GSA Annual Meeting in Phoenix, Arizona, USA - 2019

Paper No. 76-6
Presentation Time: 9:55 AM


PERSICO, Lyman P., Department of Geology, Whitman College, 345 Boyer Ave, Walla Walla, WA 99362, MCFADDEN, Leslie D., Earth and Planetary Sciences, University of New Mexico, Albuquerque, NM 87131 and MCAULIFFE, Joseph R., Desert Botanical Garden, 1201 N. Galvin Pkwy, Phoenix, AZ 85008

In the eastern Mojave Desert, east-west oriented drainage basins composed of coarse crystalline Early Proterozoic bedrock emerge from the northwest flank of the New York Mountains piedmont. Curvilinear hillslopes are composed of both bedrock and colluvium. Soils formed in colluvium support native perennial grasses sustained by monsoonal summer precipitation. The soils and associated grasses are more extensive on the mesic northerly aspects. On more xeric southern aspects, slopes are dominated by very thin colluvium, minimal soil development, and desertscrub. Thicker colluvium, with soils similar to those of the northern aspect slopes, are preserved as isolated remnants. The fine fraction of soils formed in colluvium is consistently bimodal (modes = 75 and 400-600 μm).
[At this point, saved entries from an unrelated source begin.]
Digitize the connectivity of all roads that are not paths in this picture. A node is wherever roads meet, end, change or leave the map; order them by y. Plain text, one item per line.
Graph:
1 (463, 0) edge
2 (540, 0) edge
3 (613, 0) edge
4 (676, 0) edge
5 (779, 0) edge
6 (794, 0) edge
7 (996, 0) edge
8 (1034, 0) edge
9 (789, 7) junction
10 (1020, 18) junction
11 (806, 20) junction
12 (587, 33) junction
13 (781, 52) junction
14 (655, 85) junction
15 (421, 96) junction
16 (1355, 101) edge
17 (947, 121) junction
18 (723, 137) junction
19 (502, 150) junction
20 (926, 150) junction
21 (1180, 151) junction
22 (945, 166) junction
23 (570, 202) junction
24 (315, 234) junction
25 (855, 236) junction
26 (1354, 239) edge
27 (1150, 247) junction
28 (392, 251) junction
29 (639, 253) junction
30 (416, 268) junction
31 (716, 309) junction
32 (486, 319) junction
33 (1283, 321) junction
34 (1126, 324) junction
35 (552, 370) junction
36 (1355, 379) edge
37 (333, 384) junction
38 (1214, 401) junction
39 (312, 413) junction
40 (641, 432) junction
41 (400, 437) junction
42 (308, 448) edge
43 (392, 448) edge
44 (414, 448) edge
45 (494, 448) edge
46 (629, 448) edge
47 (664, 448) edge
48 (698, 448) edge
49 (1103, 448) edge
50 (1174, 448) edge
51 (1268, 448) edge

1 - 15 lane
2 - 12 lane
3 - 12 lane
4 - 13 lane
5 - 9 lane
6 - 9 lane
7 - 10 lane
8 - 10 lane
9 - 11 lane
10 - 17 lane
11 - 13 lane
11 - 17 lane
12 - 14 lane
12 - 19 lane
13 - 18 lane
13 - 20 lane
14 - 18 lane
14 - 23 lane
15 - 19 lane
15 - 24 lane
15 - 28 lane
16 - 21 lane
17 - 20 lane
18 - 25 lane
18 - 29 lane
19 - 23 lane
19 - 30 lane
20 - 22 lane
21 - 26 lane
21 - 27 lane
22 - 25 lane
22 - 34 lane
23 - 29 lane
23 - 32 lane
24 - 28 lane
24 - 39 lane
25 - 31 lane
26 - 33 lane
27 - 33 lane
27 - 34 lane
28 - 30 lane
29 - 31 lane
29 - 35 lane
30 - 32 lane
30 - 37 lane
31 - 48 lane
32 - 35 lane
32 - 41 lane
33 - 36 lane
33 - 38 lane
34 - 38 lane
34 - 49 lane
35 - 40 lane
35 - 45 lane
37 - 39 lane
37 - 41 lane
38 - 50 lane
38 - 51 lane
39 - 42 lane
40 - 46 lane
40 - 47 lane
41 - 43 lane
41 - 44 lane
Eolian additions are the source of the silt-sized particles; however, the sand-sized material is likely the product of bedrock weathering. The sand-sized grains in the colluvium and crystals in the bedrock are similar in size, suggesting weathering by fracturing along crystal boundaries and granular disintegration. Both silt- and sand-sized particles are small enough to be translocated downward in soil profiles. The onset of translocation of both eolian silt and weathering-derived sand into the soils was determined using OSL. On north-facing slopes, ages of both silt and sand indicate steady accretionary and inflationary soil profile development through the late Pleistocene and into the midddle Holocene (~15-3 ka). On southern aspect remnants, sand incorporation occurred 23-18 ka and but eolian silt accumulated later (19-13 ka). The OSL ages in the sand indicate bedrock weathering during the late Pleistocene that slowed in the Holocene. The high standard deviation of these ages is likely the result of complex environmental variables that control the timing of weathering of individual bedrock grains. Colluvial remnants, debris aprons, and an extensive 1.5 m fill terrace in the axial drainage indicate that south aspects were once more extensively mantled by colluvium and associated soils, which has eroded during the Holocene. Soil morphology and OSL ages (~3.5 ka) of dust incorporated into terrace sediments after surface stabilization indicate that aggradation occurred during the middle Holocene.